Recent publications on film noir tell of the lively interest in the style/genre/cycle. And ever since film noir was subject to definition (and analysis) by French critics, the question of what exactly it is, a style, a genre, a cycle, a movement, has not been answered in total.
“Film noir,” as reports Homer B. Pettey, “… identifies itself as a genre that has recognizable properties that are paradoxically variable. Defining film noir categorically defies the very nature of the experimentation within the cycle of films delimited by the imposition of a field for the genre. Dynamism, experimentation and variation are essential to the life of any genre, probably most true for film noir.”

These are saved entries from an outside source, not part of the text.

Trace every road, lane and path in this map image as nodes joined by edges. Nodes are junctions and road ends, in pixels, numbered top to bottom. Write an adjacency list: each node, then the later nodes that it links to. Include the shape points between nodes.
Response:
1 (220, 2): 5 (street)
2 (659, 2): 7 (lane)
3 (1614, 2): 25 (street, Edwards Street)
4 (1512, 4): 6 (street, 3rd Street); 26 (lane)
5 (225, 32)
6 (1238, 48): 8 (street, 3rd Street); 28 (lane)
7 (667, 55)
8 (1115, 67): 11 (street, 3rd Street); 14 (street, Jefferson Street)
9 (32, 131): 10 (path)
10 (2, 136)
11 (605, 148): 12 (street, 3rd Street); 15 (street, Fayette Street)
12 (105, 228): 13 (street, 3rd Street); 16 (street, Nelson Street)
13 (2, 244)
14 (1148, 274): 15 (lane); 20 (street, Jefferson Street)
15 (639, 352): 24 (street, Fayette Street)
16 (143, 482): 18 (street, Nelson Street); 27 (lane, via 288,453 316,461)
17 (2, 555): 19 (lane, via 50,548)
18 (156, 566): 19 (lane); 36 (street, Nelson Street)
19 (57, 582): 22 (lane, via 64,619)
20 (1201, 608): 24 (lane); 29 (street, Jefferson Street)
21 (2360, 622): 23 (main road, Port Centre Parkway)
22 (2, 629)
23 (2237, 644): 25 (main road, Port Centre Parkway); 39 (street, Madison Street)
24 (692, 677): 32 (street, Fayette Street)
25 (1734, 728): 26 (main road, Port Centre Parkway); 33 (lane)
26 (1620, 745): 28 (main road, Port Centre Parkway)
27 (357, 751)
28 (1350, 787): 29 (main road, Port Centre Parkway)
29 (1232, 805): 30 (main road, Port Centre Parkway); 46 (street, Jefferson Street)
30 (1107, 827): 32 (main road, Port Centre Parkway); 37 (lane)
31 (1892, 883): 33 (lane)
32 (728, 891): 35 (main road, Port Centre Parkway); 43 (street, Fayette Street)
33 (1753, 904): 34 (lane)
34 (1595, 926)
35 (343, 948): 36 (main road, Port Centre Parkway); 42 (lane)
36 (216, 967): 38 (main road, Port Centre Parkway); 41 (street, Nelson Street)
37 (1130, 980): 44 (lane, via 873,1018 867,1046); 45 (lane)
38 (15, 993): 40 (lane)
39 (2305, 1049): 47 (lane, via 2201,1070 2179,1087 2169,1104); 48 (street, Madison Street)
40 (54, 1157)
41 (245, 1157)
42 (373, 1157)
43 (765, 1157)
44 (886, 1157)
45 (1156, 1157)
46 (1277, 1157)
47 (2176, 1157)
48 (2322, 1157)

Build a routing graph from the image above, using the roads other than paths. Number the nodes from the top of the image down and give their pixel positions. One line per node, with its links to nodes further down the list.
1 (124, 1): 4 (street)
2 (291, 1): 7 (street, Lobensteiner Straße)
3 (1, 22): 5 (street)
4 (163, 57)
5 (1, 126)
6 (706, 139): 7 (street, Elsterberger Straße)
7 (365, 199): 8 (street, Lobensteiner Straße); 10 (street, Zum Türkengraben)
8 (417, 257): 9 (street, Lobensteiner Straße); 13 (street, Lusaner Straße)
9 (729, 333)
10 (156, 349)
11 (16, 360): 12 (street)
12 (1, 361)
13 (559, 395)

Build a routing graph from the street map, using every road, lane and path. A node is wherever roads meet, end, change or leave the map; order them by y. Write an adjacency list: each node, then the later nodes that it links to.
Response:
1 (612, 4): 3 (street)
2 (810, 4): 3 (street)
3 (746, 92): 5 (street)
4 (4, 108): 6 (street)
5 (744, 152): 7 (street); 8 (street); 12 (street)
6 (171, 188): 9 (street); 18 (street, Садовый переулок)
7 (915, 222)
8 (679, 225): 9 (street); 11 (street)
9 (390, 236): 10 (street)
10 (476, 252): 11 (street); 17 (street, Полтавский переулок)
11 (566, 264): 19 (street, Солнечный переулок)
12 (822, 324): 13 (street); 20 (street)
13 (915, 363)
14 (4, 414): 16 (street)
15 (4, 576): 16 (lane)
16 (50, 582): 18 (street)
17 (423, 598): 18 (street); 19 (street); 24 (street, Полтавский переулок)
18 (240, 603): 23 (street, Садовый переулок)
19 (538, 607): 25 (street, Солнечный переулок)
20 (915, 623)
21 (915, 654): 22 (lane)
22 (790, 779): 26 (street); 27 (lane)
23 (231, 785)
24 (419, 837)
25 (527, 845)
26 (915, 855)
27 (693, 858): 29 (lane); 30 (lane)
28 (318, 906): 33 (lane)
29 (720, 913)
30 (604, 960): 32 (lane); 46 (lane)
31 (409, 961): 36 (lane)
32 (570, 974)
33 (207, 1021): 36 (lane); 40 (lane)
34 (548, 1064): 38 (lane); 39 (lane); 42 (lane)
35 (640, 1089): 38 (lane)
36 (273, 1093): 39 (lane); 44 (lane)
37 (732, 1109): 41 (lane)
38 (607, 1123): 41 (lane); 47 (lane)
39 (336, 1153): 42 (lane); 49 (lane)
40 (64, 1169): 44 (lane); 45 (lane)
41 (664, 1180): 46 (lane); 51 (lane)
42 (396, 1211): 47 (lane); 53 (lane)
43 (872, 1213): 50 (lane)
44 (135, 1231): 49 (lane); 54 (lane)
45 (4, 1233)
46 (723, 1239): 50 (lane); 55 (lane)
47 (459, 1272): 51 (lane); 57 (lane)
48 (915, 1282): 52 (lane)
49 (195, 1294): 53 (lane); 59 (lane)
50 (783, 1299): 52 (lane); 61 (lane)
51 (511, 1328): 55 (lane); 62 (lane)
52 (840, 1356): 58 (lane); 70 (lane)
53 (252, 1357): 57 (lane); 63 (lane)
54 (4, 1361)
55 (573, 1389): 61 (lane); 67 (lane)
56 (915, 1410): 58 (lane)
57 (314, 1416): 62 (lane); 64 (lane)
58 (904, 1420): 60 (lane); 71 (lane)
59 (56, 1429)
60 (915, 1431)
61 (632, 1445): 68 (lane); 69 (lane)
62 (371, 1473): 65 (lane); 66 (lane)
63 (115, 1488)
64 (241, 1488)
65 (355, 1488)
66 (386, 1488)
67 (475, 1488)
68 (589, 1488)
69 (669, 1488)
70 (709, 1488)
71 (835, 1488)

Since the ultimate answer to the question of what film noir consists of and how to define it exactly was not expected to be found in this volume either, the ten parts of this volume nevertheless enlarge on further subjects like the hard-boiled tradition, the use of particular soundtracks and the role of gender.
The chapter The Subversive Shade of Black in Film Noir by Charles Scruggs offers some very interesting ideas (since African American culture is hardly ever the subject of film noir criticism) about the relationship between African American actors and the genre/style, such as the theme of the outsider, the fugitive or xenophobic attitudes and racist violence towards individuals seemingly intruding the perfect American small town or social patterns.
The last short text is authored by famous film scholars Ursini and Silver on the history of their own writing about the genre since the late 1970s.
Edited by Pettey and R. Barton Palmer, this volume assembles some of the most popular experts on film (noir) as Janet Bergstrom, Robert Miklitsch, Vicki Callahan, Elisabeth Bronfen and others.
Additionally, the reader finds some twenty extra pages of (very usable) film noir bibliography and extensive filmography.
The book was originally published in 2014, this is the first paperback edition.
Review by Dr. A. Ebert © 2016
Homer B. Pettey and R. Barton Palmer (eds.) Film Noir. (Traditions in American Cinema). Edinburgh University Press, 2016, 240p.